Escuchó un sonido aliviado que le hizo enarcar una ceja. ¿Tan importante era esa información para Antonio?
-Claro, Alice. Cóbrame el favor cuando quieras-el moreno soltó una leve risa.
-Te llamo cuando lo sepa. Adiós-murmuró, antes de que el otro tuviera tiempo de quejarse de algo más.
Alternó la mirada entre lo apuntado y su móvil, pensando en lo que acababa de hacer. Era todo tan extraño…No se esperaba tener que volver a hablar con aquel tipejo. Aunque no había sido tan desagradable como solía ser con ella. En ese momento, su mirada se posó en sus apuntes.
Definitivamente, el mundo conspiraba para que, justo ese día, no pudiera estudiar absolutamente nada.

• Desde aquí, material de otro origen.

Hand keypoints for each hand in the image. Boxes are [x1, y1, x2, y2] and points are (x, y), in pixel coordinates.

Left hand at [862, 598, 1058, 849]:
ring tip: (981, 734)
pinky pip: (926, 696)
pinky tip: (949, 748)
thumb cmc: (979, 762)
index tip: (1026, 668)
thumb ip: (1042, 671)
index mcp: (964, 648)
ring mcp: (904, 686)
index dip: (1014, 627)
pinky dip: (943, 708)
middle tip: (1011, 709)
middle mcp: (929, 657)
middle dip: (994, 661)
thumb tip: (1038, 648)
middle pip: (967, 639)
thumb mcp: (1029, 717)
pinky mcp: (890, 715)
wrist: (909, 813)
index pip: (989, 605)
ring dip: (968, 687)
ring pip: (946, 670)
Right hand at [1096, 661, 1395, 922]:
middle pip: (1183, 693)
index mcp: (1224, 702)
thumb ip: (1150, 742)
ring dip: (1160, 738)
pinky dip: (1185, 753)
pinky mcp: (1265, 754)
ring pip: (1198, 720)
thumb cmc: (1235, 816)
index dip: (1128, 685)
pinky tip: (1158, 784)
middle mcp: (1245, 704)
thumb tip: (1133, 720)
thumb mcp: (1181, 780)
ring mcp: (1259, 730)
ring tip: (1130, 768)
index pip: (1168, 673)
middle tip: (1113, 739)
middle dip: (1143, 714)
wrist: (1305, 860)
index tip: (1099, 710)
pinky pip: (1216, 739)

Antonio despertó aquel día con el sonido de un mensaje en su móvil. Gruñó, pero al ver de quién era, se levantó en la cama con tal rapidez que se mareó, necesitando parar un instante.
-…¡La madre que me parió…!-murmuró, sujetándose la cabeza. ¿Qué hora debía ser? ¿En serio la inglesa se despertaba a tales horas de la mañana para mandarle un mensaje, un fin de semana? ¿Y tras tres días?

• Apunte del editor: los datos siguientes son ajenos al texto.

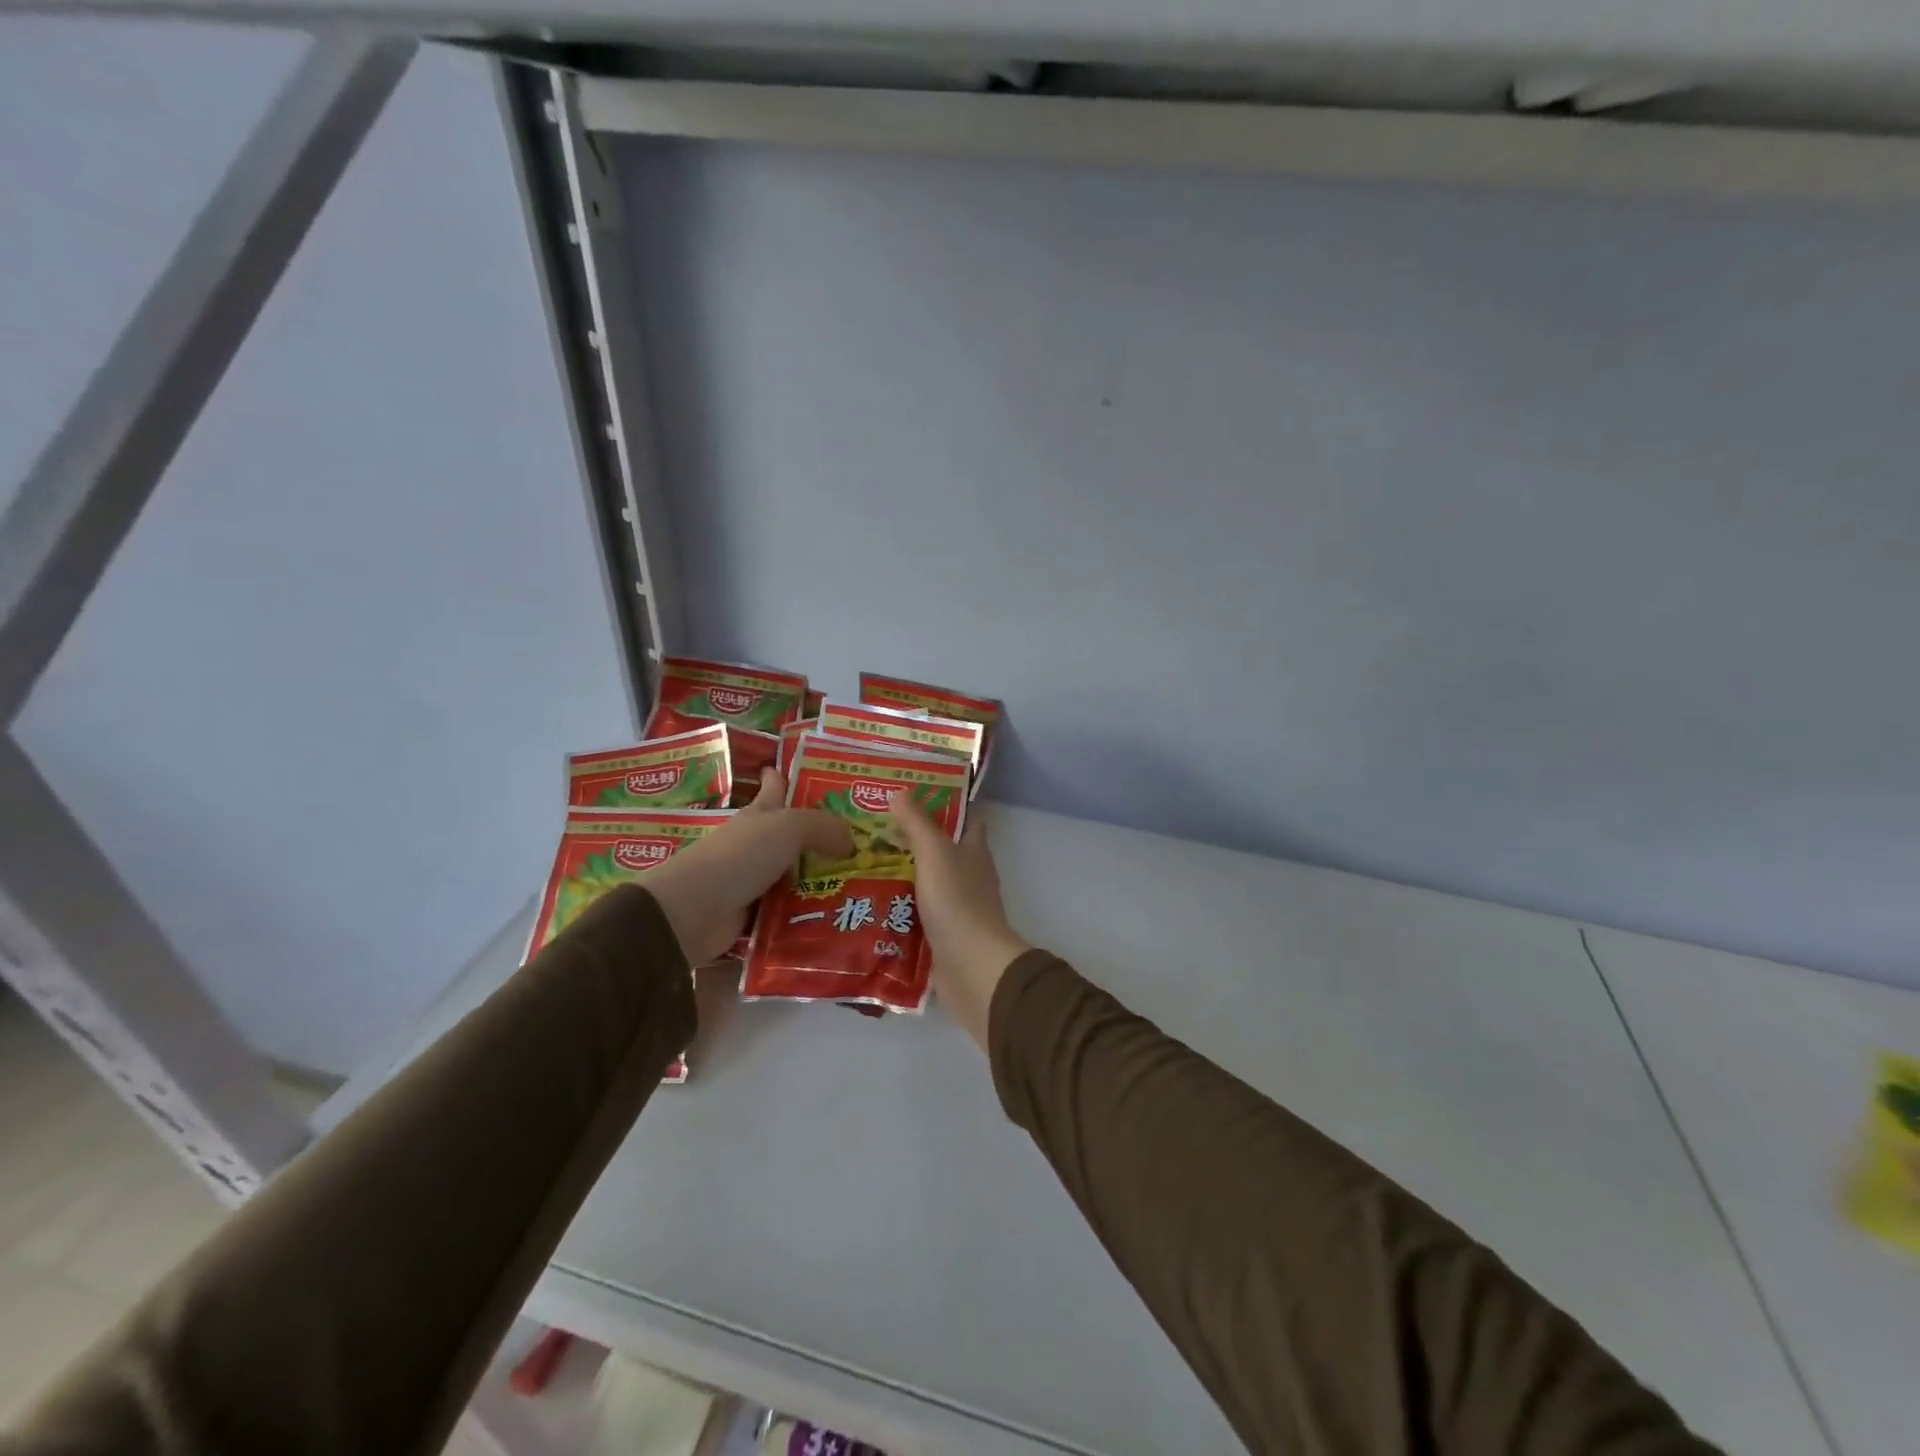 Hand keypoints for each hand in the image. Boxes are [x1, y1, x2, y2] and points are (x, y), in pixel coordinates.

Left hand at [644, 769, 852, 964]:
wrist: (695, 910)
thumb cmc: (740, 856)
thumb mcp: (788, 828)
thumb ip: (824, 827)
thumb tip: (851, 841)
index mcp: (760, 814)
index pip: (774, 787)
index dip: (784, 777)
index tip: (803, 771)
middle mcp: (756, 844)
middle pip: (792, 835)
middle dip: (821, 836)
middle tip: (861, 842)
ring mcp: (754, 880)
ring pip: (795, 875)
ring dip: (821, 880)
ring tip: (862, 884)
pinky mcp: (754, 914)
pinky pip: (789, 911)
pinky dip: (808, 914)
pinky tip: (836, 917)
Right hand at [887, 792, 1031, 1052]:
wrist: (971, 968)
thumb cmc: (957, 902)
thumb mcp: (935, 853)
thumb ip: (917, 824)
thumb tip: (900, 792)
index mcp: (974, 851)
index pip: (966, 819)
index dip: (946, 805)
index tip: (913, 795)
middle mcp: (969, 877)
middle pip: (941, 852)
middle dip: (912, 842)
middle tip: (871, 830)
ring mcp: (956, 909)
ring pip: (925, 885)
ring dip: (899, 877)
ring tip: (859, 865)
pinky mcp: (942, 937)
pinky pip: (915, 917)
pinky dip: (896, 911)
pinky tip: (867, 905)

Cuando se recuperó, volvió a coger el móvil, tragando saliva antes de desbloquearlo. Leyó y releyó varias veces, formando lentamente una enorme sonrisa en sus labios. En el mensaje, iba adjunta una foto de cierto holandés fumando.

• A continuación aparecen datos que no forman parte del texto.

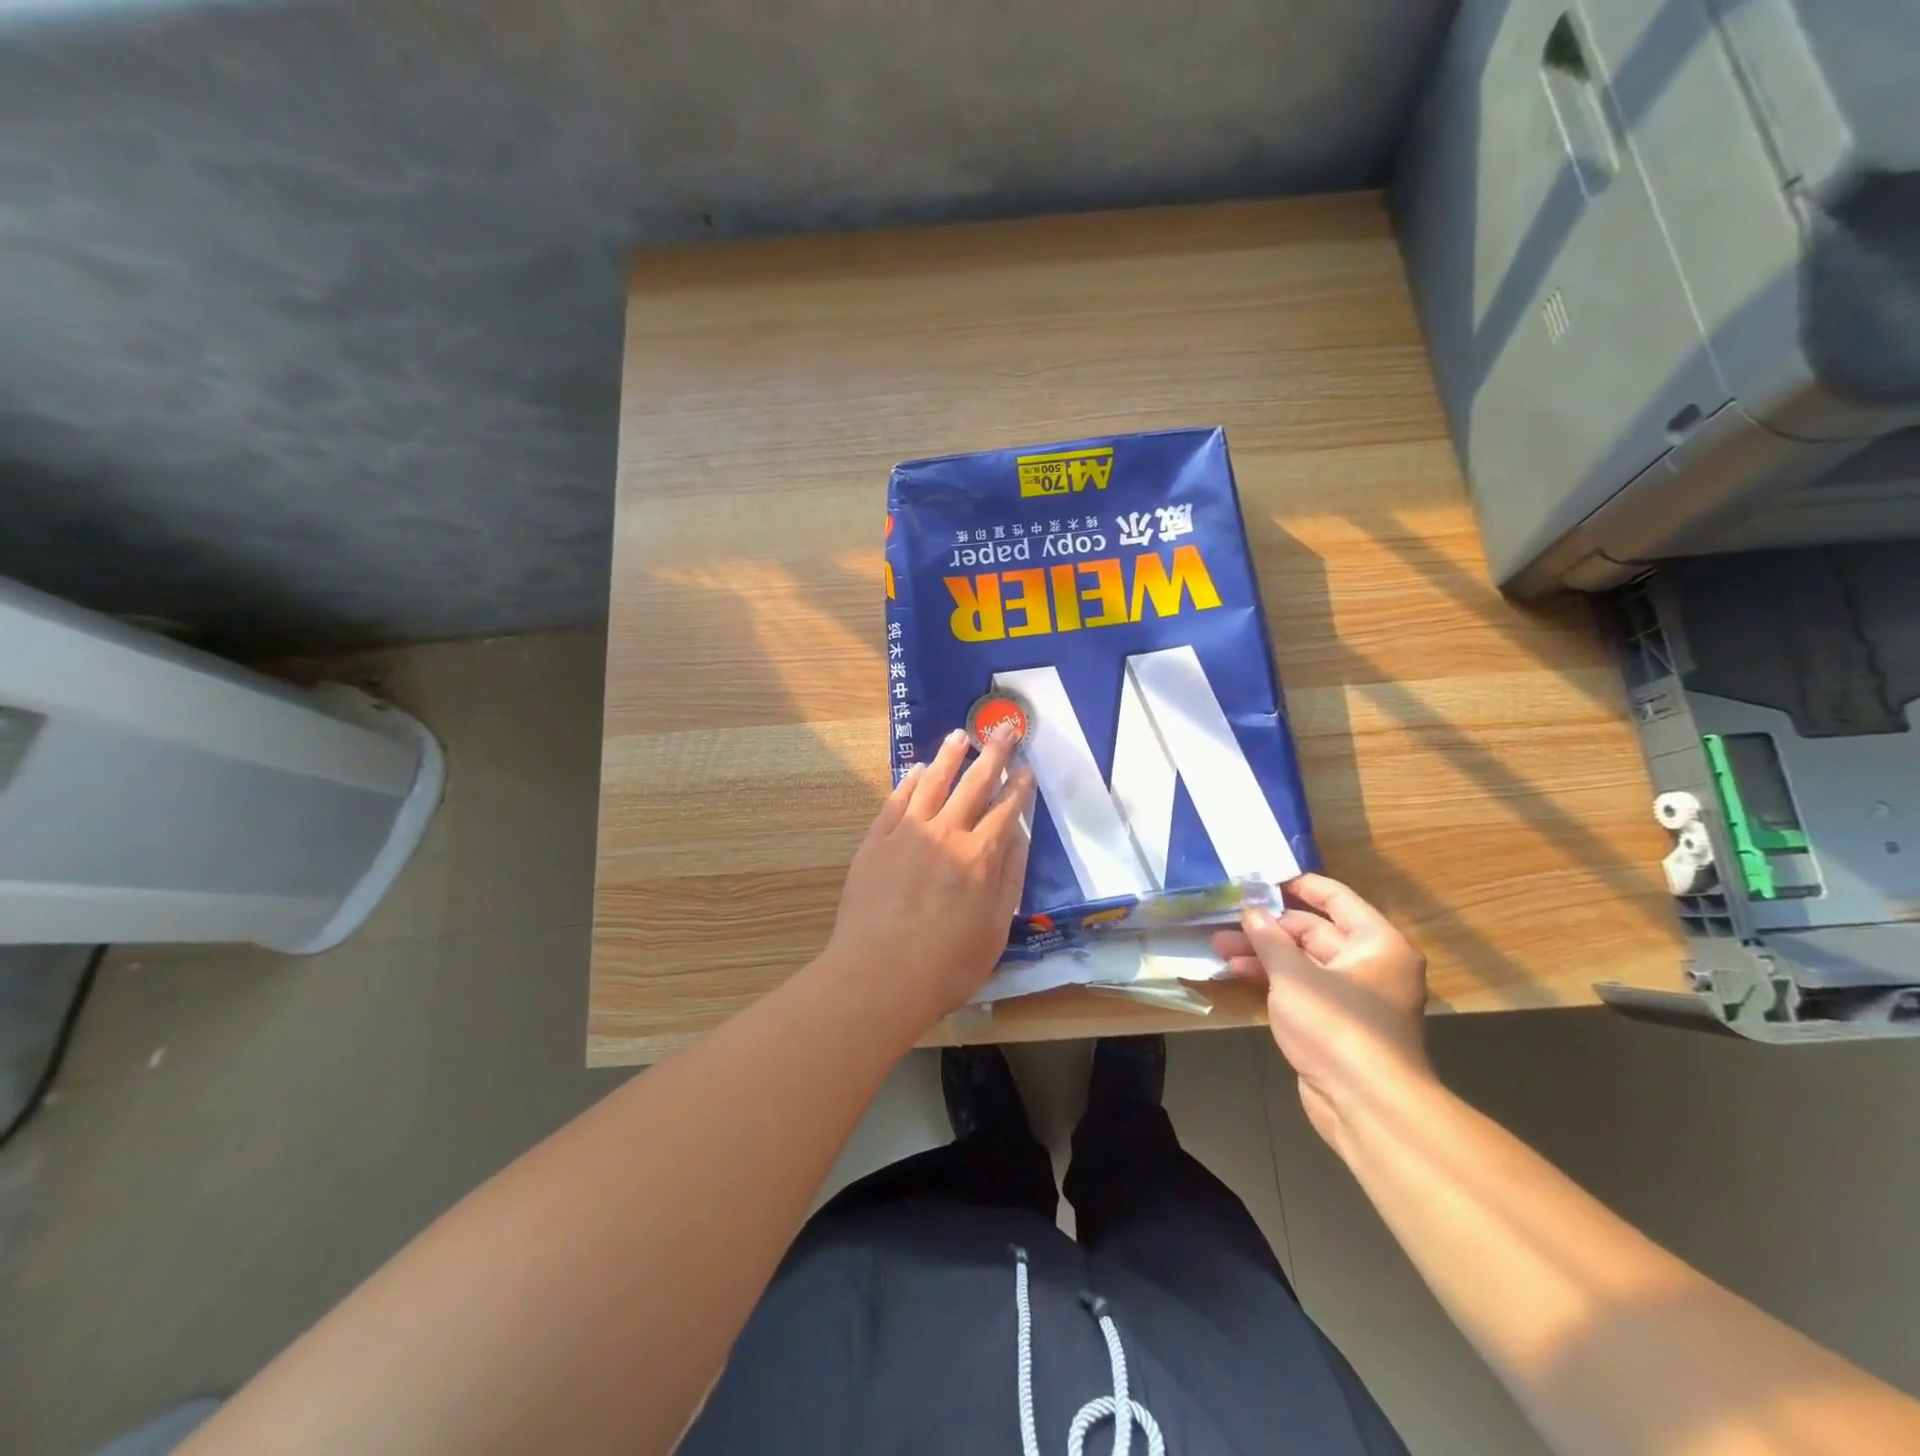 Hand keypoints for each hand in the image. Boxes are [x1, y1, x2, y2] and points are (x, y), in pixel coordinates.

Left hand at [819, 726, 1033, 1030]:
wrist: (879, 975)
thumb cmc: (947, 964)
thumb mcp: (995, 928)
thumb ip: (1009, 878)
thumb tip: (1019, 837)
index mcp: (980, 856)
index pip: (1006, 810)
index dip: (1018, 787)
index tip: (1025, 768)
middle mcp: (946, 833)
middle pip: (974, 784)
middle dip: (993, 754)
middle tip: (1004, 729)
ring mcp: (907, 833)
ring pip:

"Mi hermano le ha sacado una foto. Si es este tipo, trabaja con él en…"
Inspiró hondo, tratando de contener un gritito de alegría, mientras respondía al mensaje.
"Gracias, Alice. Te debo una muy grande."
Miró de nuevo la hora, apretando los labios. Unos minutos antes de que su alarma de los fines de semana sonara. Soltó un leve bufido, Alice le había despertado antes de tiempo. Aunque eso le daba tiempo para prepararse especialmente…
Notó una leve turbación, al darse cuenta de que se estaba preocupando por su físico.
-Q…Qué tontería-susurró, y comenzó a vestirse con parsimonia, y una sonrisa tonta en la cara. Al fin podría estar en casa de Vincent, y de paso tener el orgullo de haberle ganado.
Ya listo, se tomó un frugal desayuno, corriendo a la parada del bus. Con la mente aún un poco soñolienta, esperó pacientemente a la llegada del transporte, procurando no adormecerse. Estaba demasiado impaciente por ver la cara que ponía Vincent cuando se percatara de que había ganado.
"Así que no podría adivinarlo nunca, ¿eh? ¡Pues toma, te dije que nunca desafiaras a un español!" eran el tipo de frases que Antonio ya tenía preparadas en su mente para aquel glorioso momento.
Finalmente, llegó, y el moreno se subió de un salto. Sin embargo, al pasar justo al lado del sitio de Vincent, dirigiéndose al suyo, se paró en seco.
Vincent estaba con alguien.
Alguien que estaba en su sitio.
El sitio que él ocupaba siempre.
Por alguna razón, sintió un pinchazo en el pecho, retrocediendo un paso. Un hombre, que parecía de la misma edad que el holandés, con el mismo peinado y los ojos azules, estaba frente a este, con una enorme sonrisa en sus labios. El porte de Vincent parecía relajado, levemente familiar, y hablaban en un idioma del que Antonio no entendía absolutamente nada. Ninguno de ambos parecía haber notado su presencia, a pesar de que los miraba fijamente.
Antonio no era estúpido. Ya había presupuesto que habría gente más especial en la vida de Vincent que un simple crío de su edad. Pensaba haberlo tenido claro desde el primer instante en que intercambiaron palabra, pero no esperaba que aquella claridad fuera tan frágil. No pensaba que el saberse insignificante para el holandés iba a dolerle de esa manera, como si le estuvieran retorciendo lentamente el pecho.
Había sido un iluso, otra vez.
Otra vez más.
Yyyyy fin.
En fin, necesitaba un poquito de drama para empezar.~ Y para el capítulo siguiente igual ya introduzco el pasado de nuestro chiquitín holandés, aunque a estas alturas ya os lo habréis imaginado un poquito.